REQUIREMENT: Identify and pull out each line of the entries in which "nodes" occurs.

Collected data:
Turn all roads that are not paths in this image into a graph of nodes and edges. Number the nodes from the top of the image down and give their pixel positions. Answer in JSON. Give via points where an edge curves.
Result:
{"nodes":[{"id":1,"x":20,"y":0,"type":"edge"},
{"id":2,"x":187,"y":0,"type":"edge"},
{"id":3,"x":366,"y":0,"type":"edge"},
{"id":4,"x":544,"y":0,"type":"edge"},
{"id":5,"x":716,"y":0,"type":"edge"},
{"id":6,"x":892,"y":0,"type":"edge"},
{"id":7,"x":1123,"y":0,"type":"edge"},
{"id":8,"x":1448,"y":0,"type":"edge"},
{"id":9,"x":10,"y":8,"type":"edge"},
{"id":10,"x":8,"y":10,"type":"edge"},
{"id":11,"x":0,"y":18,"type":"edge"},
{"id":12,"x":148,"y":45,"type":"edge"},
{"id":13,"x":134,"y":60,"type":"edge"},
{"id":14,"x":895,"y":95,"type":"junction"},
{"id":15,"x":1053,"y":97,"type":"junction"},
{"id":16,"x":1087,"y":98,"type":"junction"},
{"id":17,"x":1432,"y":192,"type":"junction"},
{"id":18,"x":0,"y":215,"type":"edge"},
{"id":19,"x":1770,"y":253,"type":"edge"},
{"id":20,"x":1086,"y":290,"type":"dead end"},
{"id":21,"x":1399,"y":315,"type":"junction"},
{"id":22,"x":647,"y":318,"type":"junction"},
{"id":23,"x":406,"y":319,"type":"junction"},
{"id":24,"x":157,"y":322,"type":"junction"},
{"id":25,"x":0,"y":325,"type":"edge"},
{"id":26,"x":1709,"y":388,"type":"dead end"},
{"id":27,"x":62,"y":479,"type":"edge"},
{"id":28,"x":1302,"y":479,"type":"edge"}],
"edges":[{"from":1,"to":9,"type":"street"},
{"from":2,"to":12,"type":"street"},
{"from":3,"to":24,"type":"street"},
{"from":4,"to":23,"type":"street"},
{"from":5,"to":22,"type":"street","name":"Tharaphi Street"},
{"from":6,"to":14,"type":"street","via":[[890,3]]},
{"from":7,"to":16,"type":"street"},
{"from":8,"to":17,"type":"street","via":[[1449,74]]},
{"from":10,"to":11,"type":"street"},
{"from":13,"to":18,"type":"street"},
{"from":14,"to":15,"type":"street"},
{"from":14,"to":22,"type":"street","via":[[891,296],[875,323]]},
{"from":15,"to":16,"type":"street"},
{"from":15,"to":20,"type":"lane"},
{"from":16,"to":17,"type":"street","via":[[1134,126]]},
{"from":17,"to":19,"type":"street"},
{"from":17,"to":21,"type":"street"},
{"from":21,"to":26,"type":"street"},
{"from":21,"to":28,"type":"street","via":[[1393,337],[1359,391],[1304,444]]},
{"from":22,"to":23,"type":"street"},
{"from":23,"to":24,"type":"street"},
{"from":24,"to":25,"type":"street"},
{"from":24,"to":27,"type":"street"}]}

ANSWER TO THIS EXERCISE:
Turn all roads that are not paths in this image into a graph of nodes and edges. Number the nodes from the top of the image down and give their pixel positions. Answer in JSON. Give via points where an edge curves.
{"nodes":[{"id":1,"x":20,"y":0,"type":"edge"},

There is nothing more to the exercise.